(Source records)

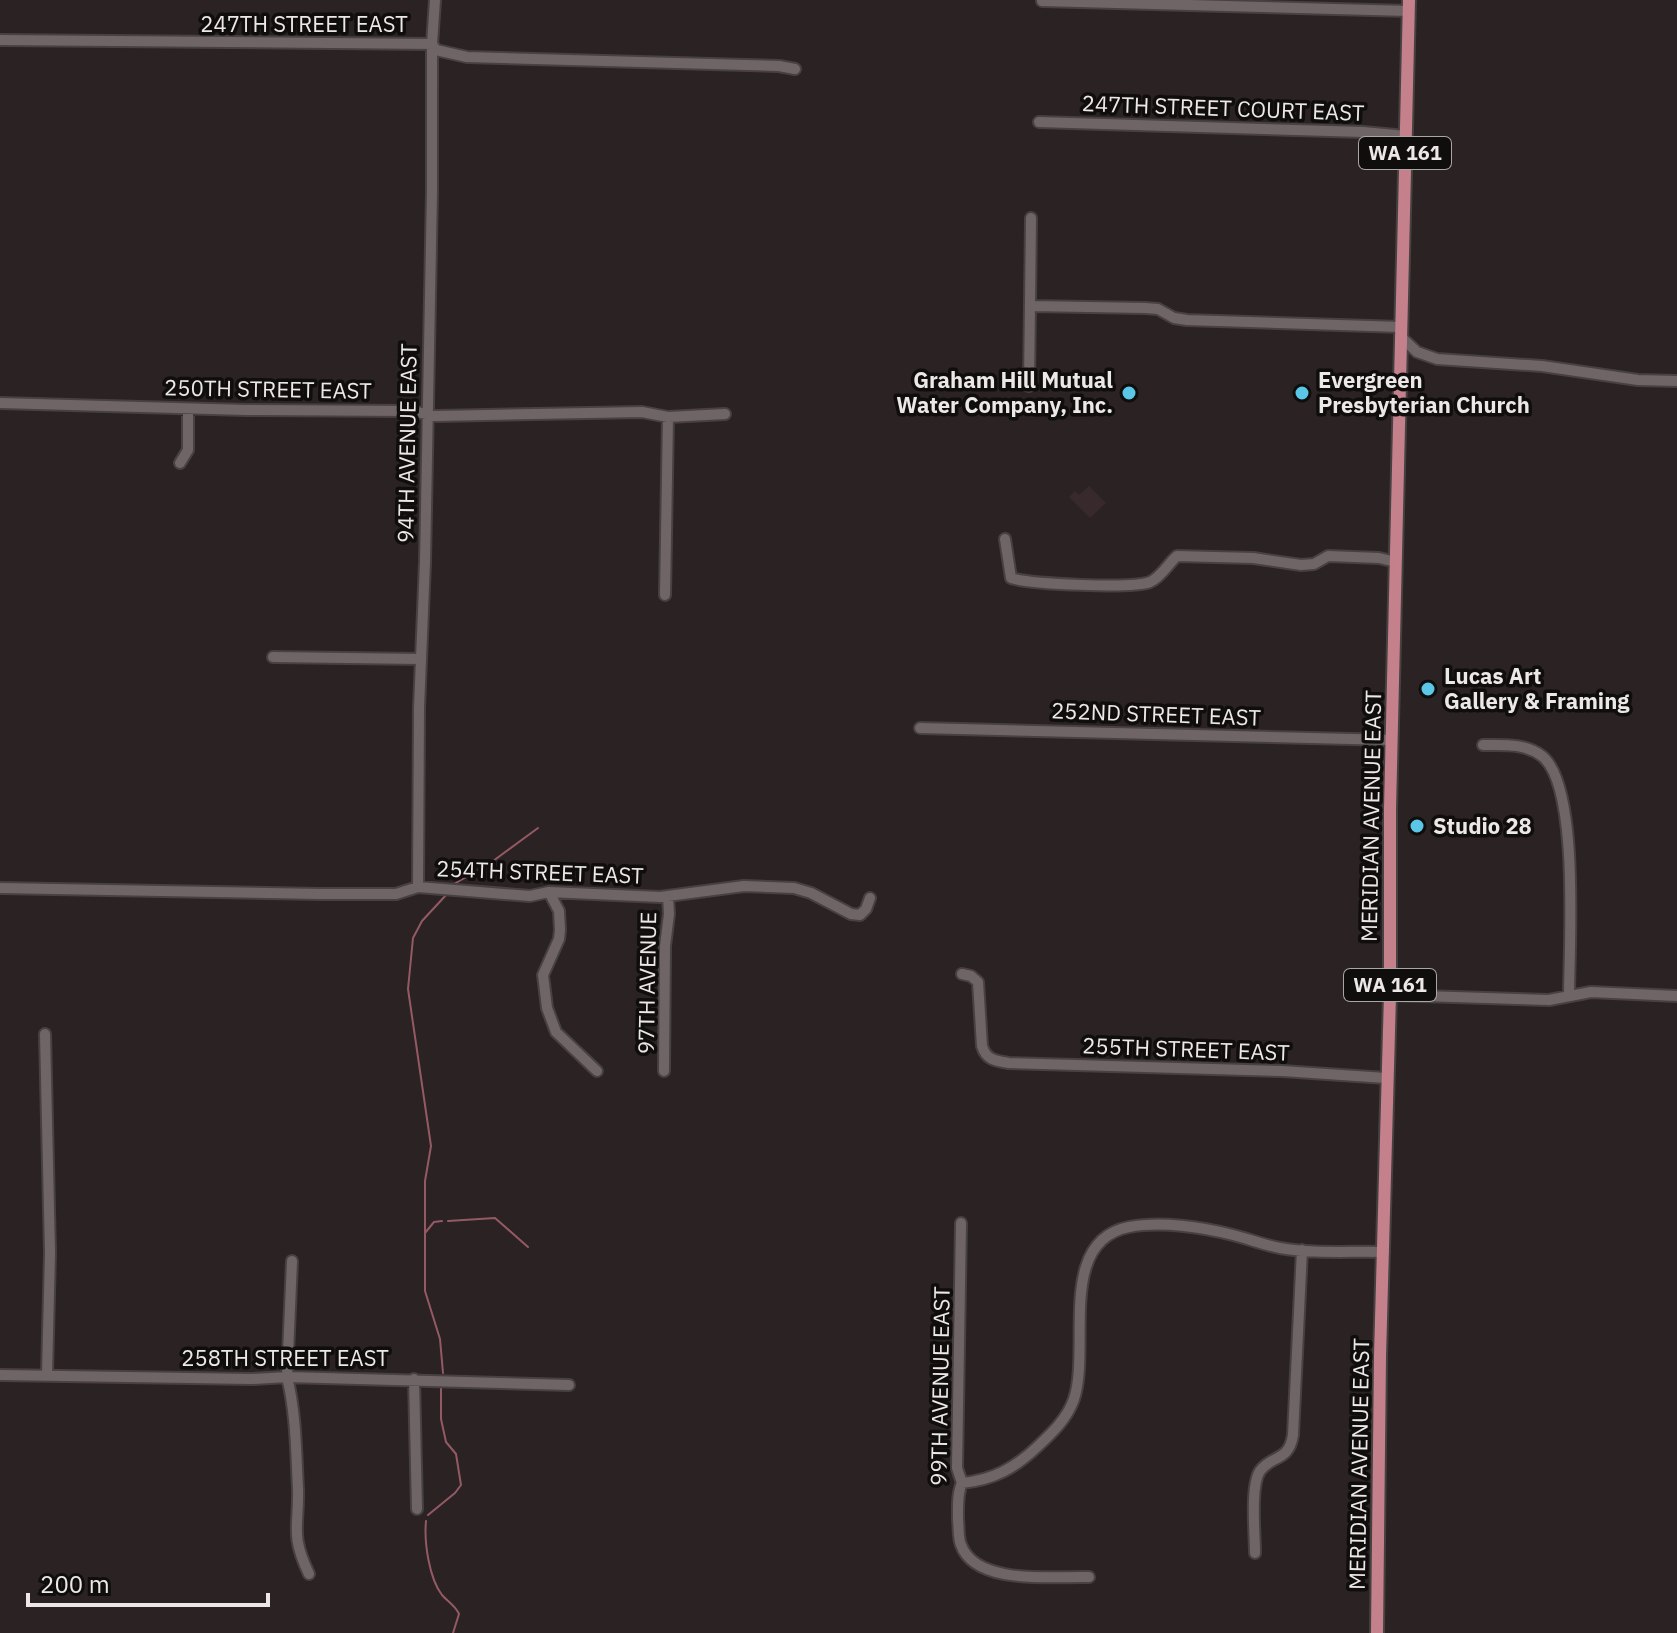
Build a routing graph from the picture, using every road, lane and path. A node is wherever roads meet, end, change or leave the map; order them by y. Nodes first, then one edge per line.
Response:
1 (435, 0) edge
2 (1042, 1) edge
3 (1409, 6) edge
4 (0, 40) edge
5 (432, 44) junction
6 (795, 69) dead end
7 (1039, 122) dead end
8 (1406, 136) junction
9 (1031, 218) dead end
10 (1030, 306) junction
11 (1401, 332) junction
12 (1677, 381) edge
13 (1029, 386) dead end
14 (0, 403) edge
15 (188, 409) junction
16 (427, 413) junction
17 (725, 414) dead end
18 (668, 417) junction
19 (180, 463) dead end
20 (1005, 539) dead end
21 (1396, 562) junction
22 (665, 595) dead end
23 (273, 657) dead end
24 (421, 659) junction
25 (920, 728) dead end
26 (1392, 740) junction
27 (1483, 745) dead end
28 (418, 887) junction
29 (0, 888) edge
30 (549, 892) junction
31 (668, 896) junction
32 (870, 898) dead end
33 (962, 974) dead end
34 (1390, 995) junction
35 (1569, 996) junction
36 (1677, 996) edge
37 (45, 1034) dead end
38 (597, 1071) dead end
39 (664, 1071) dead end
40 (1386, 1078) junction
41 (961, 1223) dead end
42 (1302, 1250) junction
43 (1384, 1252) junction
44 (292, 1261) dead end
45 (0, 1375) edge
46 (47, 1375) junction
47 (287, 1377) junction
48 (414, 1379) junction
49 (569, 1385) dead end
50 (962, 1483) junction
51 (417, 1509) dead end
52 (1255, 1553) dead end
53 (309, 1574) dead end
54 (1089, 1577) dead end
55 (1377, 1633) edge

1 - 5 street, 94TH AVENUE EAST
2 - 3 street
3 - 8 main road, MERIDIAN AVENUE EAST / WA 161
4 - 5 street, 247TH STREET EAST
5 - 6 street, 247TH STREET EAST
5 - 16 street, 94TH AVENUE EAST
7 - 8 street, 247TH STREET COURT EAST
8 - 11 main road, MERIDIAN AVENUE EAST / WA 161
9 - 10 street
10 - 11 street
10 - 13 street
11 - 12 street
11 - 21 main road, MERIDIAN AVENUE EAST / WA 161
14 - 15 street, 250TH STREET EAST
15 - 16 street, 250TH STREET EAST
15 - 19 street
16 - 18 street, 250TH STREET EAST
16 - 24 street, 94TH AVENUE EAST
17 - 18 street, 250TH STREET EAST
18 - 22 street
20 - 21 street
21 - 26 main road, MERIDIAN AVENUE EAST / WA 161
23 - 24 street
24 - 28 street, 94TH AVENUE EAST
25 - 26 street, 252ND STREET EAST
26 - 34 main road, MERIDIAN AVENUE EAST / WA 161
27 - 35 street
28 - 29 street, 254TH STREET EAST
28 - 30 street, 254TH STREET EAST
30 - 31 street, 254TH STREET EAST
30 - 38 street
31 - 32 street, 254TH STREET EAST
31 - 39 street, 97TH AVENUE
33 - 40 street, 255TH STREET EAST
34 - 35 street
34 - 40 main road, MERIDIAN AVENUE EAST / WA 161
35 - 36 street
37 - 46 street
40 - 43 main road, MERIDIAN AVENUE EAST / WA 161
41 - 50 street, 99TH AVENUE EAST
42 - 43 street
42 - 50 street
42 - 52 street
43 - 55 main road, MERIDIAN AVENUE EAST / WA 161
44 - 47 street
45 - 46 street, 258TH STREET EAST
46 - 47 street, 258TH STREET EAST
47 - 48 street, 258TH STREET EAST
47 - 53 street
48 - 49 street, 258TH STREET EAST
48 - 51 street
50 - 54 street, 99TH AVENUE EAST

### WORK REQUIRED
Scan the data, and report each line that uses the word "main".

### ANSWER TO THE PROBLEM
3 - 8 main road, MERIDIAN AVENUE EAST / WA 161
8 - 11 main road, MERIDIAN AVENUE EAST / WA 161
11 - 21 main road, MERIDIAN AVENUE EAST / WA 161
21 - 26 main road, MERIDIAN AVENUE EAST / WA 161
26 - 34 main road, MERIDIAN AVENUE EAST / WA 161
34 - 40 main road, MERIDIAN AVENUE EAST / WA 161
40 - 43 main road, MERIDIAN AVENUE EAST / WA 161
43 - 55 main road, MERIDIAN AVENUE EAST / WA 161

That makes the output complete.